#### Problem to solve:
Copy the data as given. No line may be skipped.

(Dataset excerpts)
---

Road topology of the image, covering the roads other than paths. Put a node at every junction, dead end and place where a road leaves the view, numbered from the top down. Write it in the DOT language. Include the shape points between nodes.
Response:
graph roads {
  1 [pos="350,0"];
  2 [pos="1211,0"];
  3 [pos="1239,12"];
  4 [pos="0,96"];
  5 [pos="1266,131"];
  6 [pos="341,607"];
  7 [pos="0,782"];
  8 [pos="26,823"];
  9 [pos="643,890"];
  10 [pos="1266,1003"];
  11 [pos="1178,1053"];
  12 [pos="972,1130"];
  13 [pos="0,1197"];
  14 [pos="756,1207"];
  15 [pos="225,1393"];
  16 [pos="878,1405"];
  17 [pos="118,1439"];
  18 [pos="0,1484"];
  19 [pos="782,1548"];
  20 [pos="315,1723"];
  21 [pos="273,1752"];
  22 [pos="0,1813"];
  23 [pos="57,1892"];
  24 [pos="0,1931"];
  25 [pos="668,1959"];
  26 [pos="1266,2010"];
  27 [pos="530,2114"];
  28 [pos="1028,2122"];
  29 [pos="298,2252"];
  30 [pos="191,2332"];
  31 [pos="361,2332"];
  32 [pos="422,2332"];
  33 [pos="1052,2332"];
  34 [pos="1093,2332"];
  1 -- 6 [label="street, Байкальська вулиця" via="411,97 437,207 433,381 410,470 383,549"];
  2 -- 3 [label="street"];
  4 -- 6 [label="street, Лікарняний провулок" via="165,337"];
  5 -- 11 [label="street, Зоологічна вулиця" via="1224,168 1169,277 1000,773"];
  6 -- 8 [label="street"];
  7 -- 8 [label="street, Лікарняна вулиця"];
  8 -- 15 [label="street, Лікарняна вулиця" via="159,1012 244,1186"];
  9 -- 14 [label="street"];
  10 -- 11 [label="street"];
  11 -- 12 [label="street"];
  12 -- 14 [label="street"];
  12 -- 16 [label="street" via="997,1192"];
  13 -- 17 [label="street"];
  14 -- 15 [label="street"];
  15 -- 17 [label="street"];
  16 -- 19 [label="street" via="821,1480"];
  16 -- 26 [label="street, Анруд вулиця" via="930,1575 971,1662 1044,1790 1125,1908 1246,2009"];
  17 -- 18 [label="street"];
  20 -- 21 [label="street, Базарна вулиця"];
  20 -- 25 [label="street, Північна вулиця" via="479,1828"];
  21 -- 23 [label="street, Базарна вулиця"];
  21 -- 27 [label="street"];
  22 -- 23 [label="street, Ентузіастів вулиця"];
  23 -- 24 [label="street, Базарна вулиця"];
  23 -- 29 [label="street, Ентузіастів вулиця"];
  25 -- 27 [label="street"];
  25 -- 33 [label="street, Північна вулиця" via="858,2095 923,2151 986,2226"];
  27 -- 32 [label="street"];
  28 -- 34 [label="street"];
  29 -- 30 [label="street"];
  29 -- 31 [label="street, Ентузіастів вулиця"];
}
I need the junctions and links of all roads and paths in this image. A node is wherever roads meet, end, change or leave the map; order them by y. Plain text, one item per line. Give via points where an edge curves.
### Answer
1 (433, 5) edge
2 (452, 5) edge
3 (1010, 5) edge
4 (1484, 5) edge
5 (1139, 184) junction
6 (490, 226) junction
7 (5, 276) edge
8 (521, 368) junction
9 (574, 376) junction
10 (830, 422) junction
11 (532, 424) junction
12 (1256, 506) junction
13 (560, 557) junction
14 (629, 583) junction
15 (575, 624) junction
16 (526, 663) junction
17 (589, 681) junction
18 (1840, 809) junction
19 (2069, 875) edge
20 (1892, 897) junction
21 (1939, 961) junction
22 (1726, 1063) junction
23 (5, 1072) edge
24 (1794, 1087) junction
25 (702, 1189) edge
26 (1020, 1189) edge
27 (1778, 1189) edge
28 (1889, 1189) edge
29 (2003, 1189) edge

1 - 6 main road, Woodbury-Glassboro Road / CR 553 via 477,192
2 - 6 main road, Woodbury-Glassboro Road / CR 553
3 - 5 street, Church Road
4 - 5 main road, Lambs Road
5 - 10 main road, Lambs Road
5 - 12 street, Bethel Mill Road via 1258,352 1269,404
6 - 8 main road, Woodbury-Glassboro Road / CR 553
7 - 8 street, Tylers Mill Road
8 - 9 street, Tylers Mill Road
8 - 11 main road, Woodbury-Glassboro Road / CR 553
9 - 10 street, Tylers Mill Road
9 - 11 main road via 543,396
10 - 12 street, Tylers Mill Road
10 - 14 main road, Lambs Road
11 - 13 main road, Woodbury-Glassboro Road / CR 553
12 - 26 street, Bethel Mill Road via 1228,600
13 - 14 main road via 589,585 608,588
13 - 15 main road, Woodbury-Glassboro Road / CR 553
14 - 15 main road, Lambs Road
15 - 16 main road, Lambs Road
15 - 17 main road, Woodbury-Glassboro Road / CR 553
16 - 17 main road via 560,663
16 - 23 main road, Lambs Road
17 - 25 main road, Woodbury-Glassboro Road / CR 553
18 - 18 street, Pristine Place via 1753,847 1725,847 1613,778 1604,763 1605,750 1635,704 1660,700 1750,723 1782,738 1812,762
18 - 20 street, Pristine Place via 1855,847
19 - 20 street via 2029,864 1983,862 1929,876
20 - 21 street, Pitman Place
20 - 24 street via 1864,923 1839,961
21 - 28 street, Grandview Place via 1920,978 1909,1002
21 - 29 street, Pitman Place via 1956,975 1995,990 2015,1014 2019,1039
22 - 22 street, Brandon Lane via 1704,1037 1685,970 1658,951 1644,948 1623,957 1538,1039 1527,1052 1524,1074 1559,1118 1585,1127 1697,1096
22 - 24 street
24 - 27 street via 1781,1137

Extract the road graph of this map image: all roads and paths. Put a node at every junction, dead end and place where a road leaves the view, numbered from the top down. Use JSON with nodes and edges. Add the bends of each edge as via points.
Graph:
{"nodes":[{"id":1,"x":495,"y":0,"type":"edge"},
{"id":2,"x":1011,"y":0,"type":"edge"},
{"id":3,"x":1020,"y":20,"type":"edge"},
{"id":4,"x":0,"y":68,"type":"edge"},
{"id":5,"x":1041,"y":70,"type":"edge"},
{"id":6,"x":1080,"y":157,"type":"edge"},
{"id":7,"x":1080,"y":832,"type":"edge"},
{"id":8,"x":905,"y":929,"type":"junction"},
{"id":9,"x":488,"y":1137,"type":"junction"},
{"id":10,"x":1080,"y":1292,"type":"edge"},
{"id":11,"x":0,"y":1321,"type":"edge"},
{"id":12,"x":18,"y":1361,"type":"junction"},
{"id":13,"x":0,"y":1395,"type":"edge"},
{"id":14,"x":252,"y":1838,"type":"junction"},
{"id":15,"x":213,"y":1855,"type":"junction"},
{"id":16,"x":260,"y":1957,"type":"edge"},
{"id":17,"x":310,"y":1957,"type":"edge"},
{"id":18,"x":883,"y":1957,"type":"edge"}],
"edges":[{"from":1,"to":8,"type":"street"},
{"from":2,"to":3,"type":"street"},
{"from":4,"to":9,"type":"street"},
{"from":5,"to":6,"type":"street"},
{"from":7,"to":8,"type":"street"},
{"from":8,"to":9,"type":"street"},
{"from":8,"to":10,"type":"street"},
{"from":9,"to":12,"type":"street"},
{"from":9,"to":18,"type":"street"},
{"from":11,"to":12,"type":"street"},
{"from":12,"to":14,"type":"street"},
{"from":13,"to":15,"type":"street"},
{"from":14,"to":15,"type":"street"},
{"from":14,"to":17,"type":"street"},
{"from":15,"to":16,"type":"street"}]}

---

#### Your response:
Road topology of the image, covering the roads other than paths. Put a node at every junction, dead end and place where a road leaves the view, numbered from the top down. Write it in the DOT language. Include the shape points between nodes.
Response:
graph roads {
  1 [pos="350,0"];
  2 [pos="1211,0"];
  3 [pos="1239,12"];
  4 [pos="0,96"];
  5 [pos="1266,131"];
  6 [pos="341,607"];
  7 [pos="0,782"];
  8 [pos="26,823"];
  9 [pos="643,890"];
  10 [pos="1266,1003"];
  11 [pos="1178,1053"];
  12 [pos="972,1130"];
  13 [pos="0,1197"];
  14 [pos="756,1207"];
  15 [pos="225,1393"];
  16 [pos="878,1405"];
  17 [pos="118,1439"];
  18 [pos="0,1484"];
  19 [pos="782,1548"];
  20 [pos="315,1723"];
  21 [pos="273,1752"];
  22 [pos="0,1813"];
  23 [pos="57,1892"];
  24 [pos="0,1931"];
  25 [pos="668,1959"];
  26 [pos="1266,2010"];
  27 [pos="530,2114"];
  28 [pos="1028,2122"];
  29 [pos="298,2252"];
  30 [pos="191,2332"];
  31 [pos="361,2332"];
  32 [pos="422,2332"];
  33 [pos="1052,2332"];
  34 [pos="1093,2332"];
  1 -- 6 [label="street, Байкальська вулиця" via="411,97 437,207 433,381 410,470 383,549"];
  2 -- 3 [label="street"];
  4 -- 6 [label="street, Лікарняний провулок" via="165,337"];
  5 -- 11 [label="street, Зоологічна вулиця" via="1224,168 1169,277 1000,773"];
  6 -- 8 [label="street"];
  7 -- 8 [label="street, Лікарняна вулиця"];
  8 -- 15 [label="street, Лікарняна вулиця" via="159,1012 244,1186"];
  9 -- 14 [label="street"];
  10 -- 11 [label="street"];
  11 -- 12 [label="street"];
  12 -- 14 [label="street"];
  12 -- 16 [label="street" via="997,1192"];
  13 -- 17 [label="street"];
  14 -- 15 [label="street"];
  15 -- 17 [label="street"];
  16 -- 19 [label="street" via="821,1480"];
  16 -- 26 [label="street, Анруд вулиця" via="930,1575 971,1662 1044,1790 1125,1908 1246,2009"];
  17 -- 18 [label="street"];
  20 -- 21 [label="street, Базарна вулиця"];
  20 -- 25 [label="street, Північна вулиця" via="479,1828"];
  21 -- 23 [label="street, Базарна вулиця"];
  21 -- 27 [label="street"];
  22 -- 23 [label="street, Ентузіастів вулиця"];
  23 -- 24 [label="street, Базарна вулиця"];
  23 -- 29 [label="street, Ентузіастів вулиця"];
  25 -- 27 [label="street"];
  25 -- 33 [label="street, Північна вулиця" via="858,2095 923,2151 986,2226"];
  27 -- 32 [label="street"];
  28 -- 34 [label="street"];
  29 -- 30 [label="street"];
  29 -- 31 [label="street, Ентузіастів вулиця"];
}
I need the junctions and links of all roads and paths in this image. A node is wherever roads meet, end, change or leave the map; order them by y. Plain text, one item per line. Give via points where an edge curves.
### Answer
1 (433, 5) edge
2 (452, 5) edge
3 (1010, 5) edge
4 (1484, 5) edge
5 (1139, 184) junction
6 (490, 226) junction
7 (5, 276) edge
8 (521, 368) junction
9 (574, 376) junction
10 (830, 422) junction
11 (532, 424) junction
12 (1256, 506) junction
13 (560, 557) junction
14 (629, 583) junction
15 (575, 624) junction
16 (526, 663) junction
17 (589, 681) junction
18 (1840, 809) junction
19 (2069, 875) edge
20 (1892, 897) junction
21 (1939, 961) junction
22 (1726, 1063) junction
23 (5, 1072) edge
24 (1794, 1087) junction
25 (702, 1189) edge
26 (1020, 1189) edge
27 (1778, 1189) edge
28 (1889, 1189) edge
29 (2003, 1189) edge

1 - 6 main road, Woodbury-Glassboro Road / CR 553 via 477,192
2 - 6 main road, Woodbury-Glassboro Road / CR 553
3 - 5 street, Church Road
4 - 5 main road, Lambs Road
5 - 10 main road, Lambs Road
5 - 12 street, Bethel Mill Road via 1258,352 1269,404
6 - 8 main road, Woodbury-Glassboro Road / CR 553
7 - 8 street, Tylers Mill Road
8 - 9 street, Tylers Mill Road
8 - 11 main road, Woodbury-Glassboro Road / CR 553
9 - 10 street, Tylers Mill Road
9 - 11 main road via 543,396
10 - 12 street, Tylers Mill Road
10 - 14 main road, Lambs Road
11 - 13 main road, Woodbury-Glassboro Road / CR 553
12 - 26 street, Bethel Mill Road via 1228,600
13 - 14 main road via 589,585 608,588
13 - 15 main road, Woodbury-Glassboro Road / CR 553
14 - 15 main road, Lambs Road
15 - 16 main road, Lambs Road
15 - 17 main road, Woodbury-Glassboro Road / CR 553
16 - 17 main road via 560,663
16 - 23 main road, Lambs Road
17 - 25 main road, Woodbury-Glassboro Road / CR 553
18 - 18 street, Pristine Place via 1753,847 1725,847 1613,778 1604,763 1605,750 1635,704 1660,700 1750,723 1782,738 1812,762
18 - 20 street, Pristine Place via 1855,847
19 - 20 street via 2029,864 1983,862 1929,876
20 - 21 street, Pitman Place
20 - 24 street via 1864,923 1839,961
21 - 28 street, Grandview Place via 1920,978 1909,1002
21 - 29 street, Pitman Place via 1956,975 1995,990 2015,1014 2019,1039
22 - 22 street, Brandon Lane via 1704,1037 1685,970 1658,951 1644,948 1623,957 1538,1039 1527,1052 1524,1074 1559,1118 1585,1127 1697,1096
22 - 24 street
24 - 27 street via 1781,1137

Extract the road graph of this map image: all roads and paths. Put a node at every junction, dead end and place where a road leaves the view, numbered from the top down. Use JSON with nodes and edges. Add the bends of each edge as via points.
Graph:
{"nodes":[{"id":1,"x":495,"y":0,"type":"edge"},
{"id":2,"x":1011,"y":0,"type":"edge"},
{"id":3,"x":1020,"y":20,"type":"edge"},
{"id":4,"x":0,"y":68,"type":"edge"},
{"id":5,"x":1041,"y":70,"type":"edge"},
{"id":6,"x":1080,"y":157,"type":"edge"},
{"id":7,"x":1080,"y":832,"type":"edge"},
{"id":8,"x":905,"y":929,"type":"junction"},
{"id":9,"x":488,"y":1137,"type":"junction"},
{"id":10,"x":1080,"y":1292,"type":"edge"},
{"id":11,"x":0,"y":1321,"type":"edge"},
{"id":12,"x":18,"y":1361,"type":"junction"},
{"id":13,"x":0,"y":1395,"type":"edge"},
{"id":14,"x":252,"y":1838,"type":"junction"},
{"id":15,"x":213,"y":1855,"type":"junction"},
{"id":16,"x":260,"y":1957,"type":"edge"},
{"id":17,"x":310,"y":1957,"type":"edge"},
{"id":18,"x":883,"y":1957,"type":"edge"}],
"edges":[{"from":1,"to":8,"type":"street"},
{"from":2,"to":3,"type":"street"},
{"from":4,"to":9,"type":"street"},
{"from":5,"to":6,"type":"street"},
{"from":7,"to":8,"type":"street"},
{"from":8,"to":9,"type":"street"},
{"from":8,"to":10,"type":"street"},
{"from":9,"to":12,"type":"street"},
{"from":9,"to":18,"type":"street"},
{"from":11,"to":12,"type":"street"},
{"from":12,"to":14,"type":"street"},
{"from":13,"to":15,"type":"street"},
{"from":14,"to":15,"type":"street"},
{"from":14,"to":17,"type":"street"},
{"from":15,"to":16,"type":"street"}]}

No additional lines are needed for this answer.